The fundamental question when specifying detection for any space is not “smoke or heat?” It is “what are the normal environmental conditions in this space, and which detection technology can distinguish a real fire from those conditions reliably?” In a standard office, a slow-smouldering fire in a paper bin produces smoke that a photoelectric detector detects accurately, while normal office conditions produce no signals that would cause a false alarm. Smoke detection is clearly correct.
In a commercial kitchen, the same photoelectric detector cannot distinguish between the smoke from a fire and the smoke from normal cooking. It cannot distinguish between the steam from a fire and the steam from a boiling pot. Every significant cooking activity becomes a potential false alarm. In this environment, heat detection is not a second choice — it is the only viable choice.
“Heat detectors do not replace smoke detectors. They serve the environments that smoke detectors cannot — the hot, the steamy, the dusty, and the chemically complex spaces where smoke detection generates constant false alarms.”
This guide covers the three heat detector types, the temperature classification system that governs their selection, the 15 most common applications where heat detection is required or preferred, the spacing rules that govern their placement, and the relationship between heat detection and the broader fire alarm system design. The free Excel template includes all reference tables, an application guide, and a detector schedule template ready for immediate use on your next project.
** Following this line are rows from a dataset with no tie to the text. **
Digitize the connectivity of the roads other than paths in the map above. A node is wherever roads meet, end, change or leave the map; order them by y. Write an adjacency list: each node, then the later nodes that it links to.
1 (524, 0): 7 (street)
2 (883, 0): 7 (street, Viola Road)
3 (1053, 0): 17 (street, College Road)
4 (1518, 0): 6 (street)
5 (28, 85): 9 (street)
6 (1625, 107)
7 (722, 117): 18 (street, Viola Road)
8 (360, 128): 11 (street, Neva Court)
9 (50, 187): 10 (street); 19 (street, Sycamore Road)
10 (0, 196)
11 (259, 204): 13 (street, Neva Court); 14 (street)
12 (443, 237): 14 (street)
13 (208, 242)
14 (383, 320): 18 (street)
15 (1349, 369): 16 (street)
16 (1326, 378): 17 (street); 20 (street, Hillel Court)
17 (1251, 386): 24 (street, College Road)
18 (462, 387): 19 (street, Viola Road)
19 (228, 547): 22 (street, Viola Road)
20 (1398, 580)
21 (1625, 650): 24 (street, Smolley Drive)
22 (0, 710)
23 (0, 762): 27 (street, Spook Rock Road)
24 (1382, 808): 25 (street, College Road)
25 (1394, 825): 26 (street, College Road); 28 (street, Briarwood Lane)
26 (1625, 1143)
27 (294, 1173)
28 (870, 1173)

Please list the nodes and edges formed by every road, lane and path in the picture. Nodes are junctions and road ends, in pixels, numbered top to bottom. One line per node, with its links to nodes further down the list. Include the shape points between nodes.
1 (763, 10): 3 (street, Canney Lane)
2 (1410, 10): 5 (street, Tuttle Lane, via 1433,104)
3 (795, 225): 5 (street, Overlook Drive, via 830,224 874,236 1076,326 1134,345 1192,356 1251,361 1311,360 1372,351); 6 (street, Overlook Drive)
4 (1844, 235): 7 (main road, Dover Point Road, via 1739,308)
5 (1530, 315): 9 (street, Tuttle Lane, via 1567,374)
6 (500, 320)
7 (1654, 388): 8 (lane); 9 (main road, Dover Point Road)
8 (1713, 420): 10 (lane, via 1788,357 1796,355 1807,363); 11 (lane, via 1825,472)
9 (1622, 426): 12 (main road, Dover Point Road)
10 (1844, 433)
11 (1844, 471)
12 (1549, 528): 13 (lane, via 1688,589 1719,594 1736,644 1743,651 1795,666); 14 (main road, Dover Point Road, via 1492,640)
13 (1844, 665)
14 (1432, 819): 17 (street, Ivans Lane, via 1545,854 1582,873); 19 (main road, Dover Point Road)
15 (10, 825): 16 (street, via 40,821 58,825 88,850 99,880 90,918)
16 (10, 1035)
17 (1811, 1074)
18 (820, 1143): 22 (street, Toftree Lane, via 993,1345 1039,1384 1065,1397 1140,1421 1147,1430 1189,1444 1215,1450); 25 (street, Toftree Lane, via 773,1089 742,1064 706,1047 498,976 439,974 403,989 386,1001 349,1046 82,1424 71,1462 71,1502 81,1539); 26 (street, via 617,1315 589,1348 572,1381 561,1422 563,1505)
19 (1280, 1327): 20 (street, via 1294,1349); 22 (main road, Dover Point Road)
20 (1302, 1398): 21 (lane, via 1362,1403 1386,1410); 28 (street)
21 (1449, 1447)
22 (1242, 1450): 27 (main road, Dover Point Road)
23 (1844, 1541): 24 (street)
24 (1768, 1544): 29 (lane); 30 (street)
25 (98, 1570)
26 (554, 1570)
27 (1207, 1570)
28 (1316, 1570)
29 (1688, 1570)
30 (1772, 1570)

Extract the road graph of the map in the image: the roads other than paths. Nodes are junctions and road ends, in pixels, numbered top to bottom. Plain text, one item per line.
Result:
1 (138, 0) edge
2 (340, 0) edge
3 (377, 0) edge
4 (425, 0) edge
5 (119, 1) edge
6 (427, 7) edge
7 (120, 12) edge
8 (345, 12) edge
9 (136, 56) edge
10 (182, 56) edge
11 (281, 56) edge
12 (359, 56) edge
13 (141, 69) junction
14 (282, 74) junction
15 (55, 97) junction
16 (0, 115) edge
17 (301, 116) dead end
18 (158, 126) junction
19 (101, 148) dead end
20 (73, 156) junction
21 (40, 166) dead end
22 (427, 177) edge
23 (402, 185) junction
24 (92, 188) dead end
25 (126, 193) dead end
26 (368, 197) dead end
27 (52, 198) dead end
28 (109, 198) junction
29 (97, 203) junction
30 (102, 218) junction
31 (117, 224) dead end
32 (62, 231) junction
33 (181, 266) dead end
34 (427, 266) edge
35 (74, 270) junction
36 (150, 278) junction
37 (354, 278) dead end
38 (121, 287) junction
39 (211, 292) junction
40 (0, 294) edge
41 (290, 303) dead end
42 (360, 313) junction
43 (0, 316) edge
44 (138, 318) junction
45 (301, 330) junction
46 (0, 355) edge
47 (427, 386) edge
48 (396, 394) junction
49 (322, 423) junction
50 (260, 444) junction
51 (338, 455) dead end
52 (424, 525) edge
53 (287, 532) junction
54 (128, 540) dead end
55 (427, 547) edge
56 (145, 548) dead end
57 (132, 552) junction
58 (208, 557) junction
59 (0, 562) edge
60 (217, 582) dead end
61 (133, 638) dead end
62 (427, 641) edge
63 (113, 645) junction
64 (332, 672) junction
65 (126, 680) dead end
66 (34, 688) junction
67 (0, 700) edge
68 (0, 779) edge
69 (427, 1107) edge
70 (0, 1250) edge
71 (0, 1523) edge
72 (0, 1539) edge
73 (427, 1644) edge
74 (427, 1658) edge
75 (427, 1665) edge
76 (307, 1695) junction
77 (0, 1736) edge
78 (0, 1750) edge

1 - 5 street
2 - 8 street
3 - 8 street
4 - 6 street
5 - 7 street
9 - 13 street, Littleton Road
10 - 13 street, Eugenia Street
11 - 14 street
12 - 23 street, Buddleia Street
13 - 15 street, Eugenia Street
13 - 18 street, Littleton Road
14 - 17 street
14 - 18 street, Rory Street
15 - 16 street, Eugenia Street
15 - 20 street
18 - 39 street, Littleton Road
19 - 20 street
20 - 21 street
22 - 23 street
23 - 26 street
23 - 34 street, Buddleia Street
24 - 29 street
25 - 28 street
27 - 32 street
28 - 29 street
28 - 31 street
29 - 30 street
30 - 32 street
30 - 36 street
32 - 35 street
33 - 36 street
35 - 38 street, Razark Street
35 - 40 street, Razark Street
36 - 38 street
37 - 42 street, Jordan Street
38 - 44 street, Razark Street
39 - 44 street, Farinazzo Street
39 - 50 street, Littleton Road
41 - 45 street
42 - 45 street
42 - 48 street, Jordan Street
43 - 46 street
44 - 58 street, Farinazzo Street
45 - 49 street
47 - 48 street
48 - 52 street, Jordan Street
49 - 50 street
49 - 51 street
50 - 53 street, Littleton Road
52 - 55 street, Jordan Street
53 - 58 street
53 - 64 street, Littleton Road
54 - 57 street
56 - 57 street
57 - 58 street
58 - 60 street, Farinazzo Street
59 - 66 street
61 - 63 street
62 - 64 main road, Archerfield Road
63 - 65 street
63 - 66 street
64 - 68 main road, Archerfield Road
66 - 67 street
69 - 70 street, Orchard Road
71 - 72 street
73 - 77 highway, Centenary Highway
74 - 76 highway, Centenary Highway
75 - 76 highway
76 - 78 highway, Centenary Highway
The Three Heat Detector Types
Heat detectors are divided into three types based on the mechanism they use to detect fire. Each type detects different fire signatures, responds at different speeds, and is suitable for different applications. Understanding the distinction between them is the foundation of correct heat detector specification.
Fixed Temperature
Triggers when ambient temperature reaches a pre-set fixed threshold — 57°C, 70°C, 90°C, or higher. Simple, reliable, low false alarm rate. Non-resettable fusible element in most types — must be replaced after activation.
Best for: Kitchens · Boiler rooms · Plant rooms · High-temp areas
Rate-of-Rise
Triggers when temperature rises faster than a defined rate — typically 8.3°C per minute or more. Responds faster than fixed temperature to rapidly developing fires. Can false alarm from rapid non-fire temperature changes.
Best for: Warehouses · Storage areas · General industrial spaces
Combined ROR + Fixed
Combines both mechanisms. Triggers on EITHER rapid rate of rise OR reaching the fixed temperature threshold — whichever occurs first. The most versatile type — recommended as default for most heat detection applications.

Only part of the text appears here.